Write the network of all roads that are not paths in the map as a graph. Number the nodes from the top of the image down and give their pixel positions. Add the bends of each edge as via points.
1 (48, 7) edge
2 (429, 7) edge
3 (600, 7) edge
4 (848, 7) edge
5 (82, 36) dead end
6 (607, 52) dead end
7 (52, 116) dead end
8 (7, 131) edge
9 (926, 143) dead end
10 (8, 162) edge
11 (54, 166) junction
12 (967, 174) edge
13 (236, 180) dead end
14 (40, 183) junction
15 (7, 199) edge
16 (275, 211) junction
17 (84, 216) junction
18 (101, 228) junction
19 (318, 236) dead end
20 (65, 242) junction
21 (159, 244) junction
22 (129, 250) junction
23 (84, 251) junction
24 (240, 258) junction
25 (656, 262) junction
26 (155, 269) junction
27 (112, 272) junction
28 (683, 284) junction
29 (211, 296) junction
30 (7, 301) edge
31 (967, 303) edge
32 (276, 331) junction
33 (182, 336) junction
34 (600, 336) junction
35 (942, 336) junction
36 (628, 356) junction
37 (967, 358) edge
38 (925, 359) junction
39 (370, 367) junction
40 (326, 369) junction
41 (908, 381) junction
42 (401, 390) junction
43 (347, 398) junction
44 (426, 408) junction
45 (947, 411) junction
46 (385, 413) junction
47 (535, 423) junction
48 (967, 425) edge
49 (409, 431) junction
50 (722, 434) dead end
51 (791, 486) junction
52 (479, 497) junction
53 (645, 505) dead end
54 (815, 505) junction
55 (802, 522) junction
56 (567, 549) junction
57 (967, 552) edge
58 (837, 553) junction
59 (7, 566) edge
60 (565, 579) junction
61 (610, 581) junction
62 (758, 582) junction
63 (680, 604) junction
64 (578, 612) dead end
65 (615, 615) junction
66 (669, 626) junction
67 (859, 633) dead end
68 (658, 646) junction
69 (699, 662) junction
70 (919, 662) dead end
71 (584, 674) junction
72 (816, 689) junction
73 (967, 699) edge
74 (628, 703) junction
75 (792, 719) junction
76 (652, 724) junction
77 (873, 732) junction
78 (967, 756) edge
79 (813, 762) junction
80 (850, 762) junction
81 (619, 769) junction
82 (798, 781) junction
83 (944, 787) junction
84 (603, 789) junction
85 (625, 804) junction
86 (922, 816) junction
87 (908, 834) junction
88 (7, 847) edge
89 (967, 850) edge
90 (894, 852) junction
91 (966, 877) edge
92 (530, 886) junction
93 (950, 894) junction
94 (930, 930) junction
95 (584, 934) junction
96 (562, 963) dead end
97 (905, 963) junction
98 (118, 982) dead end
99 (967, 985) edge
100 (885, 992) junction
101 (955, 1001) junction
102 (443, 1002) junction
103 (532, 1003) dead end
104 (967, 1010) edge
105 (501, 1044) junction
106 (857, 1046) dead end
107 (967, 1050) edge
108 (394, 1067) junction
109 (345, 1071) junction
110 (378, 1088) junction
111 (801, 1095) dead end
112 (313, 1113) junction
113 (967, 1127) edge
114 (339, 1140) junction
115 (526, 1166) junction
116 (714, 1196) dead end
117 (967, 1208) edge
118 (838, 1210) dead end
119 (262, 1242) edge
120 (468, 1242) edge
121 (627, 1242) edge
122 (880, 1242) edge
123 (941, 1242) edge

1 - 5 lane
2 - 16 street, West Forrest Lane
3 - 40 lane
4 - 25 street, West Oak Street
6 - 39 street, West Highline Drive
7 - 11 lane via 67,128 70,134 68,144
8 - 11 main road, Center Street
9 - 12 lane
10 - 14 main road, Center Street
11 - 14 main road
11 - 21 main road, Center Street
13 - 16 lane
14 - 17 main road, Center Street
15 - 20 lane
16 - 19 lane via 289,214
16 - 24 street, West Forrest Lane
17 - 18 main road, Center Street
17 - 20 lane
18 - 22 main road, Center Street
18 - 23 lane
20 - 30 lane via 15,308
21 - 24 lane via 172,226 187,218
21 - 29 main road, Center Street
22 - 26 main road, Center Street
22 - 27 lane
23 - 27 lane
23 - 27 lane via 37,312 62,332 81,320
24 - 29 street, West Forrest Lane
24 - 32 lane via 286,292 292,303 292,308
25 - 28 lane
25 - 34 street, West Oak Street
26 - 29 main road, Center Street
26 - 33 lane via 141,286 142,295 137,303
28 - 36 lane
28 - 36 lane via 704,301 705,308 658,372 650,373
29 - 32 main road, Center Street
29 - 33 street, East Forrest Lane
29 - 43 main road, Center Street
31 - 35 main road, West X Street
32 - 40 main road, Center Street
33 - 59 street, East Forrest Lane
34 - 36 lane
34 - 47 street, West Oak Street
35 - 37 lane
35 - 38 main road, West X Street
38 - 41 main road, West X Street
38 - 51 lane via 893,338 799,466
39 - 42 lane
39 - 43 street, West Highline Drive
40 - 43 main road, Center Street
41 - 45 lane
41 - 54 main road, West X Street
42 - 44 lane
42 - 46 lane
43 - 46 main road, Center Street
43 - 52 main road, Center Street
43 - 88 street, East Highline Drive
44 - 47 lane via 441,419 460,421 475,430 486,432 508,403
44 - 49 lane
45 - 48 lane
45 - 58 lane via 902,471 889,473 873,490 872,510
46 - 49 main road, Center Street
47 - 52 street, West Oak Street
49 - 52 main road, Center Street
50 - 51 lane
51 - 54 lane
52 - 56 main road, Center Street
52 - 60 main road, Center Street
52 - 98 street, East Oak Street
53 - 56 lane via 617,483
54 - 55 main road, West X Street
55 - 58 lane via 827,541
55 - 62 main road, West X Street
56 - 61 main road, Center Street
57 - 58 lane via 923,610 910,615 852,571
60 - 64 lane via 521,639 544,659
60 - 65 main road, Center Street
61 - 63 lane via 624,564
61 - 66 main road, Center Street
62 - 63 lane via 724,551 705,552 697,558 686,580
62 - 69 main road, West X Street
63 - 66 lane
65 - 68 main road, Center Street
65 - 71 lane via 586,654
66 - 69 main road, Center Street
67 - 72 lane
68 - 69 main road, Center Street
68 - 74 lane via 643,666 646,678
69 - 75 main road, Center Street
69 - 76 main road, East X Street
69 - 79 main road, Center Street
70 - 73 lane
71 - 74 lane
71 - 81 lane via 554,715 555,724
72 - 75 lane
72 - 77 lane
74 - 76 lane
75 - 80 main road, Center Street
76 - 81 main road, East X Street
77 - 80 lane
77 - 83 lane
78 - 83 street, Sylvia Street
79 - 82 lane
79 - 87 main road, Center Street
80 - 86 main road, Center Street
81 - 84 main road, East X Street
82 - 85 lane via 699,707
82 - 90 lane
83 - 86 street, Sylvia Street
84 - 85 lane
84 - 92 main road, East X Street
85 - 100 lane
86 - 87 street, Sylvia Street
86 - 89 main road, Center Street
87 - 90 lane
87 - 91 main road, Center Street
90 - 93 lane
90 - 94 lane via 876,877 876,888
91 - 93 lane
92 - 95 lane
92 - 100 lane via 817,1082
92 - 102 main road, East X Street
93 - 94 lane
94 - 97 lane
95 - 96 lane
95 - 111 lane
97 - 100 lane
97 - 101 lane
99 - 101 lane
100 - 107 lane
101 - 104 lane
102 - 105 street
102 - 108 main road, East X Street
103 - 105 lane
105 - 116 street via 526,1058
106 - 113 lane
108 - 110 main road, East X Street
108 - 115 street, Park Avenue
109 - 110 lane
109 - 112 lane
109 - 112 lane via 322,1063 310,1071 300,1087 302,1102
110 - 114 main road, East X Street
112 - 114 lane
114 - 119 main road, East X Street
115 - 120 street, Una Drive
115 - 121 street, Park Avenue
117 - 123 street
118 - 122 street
##############################
INSTRUCTIONS FOR THE TASK: Using the data above, state the number of lines that contain the word "Sylvia"; add nothing else.

WRITTEN ANSWER: 3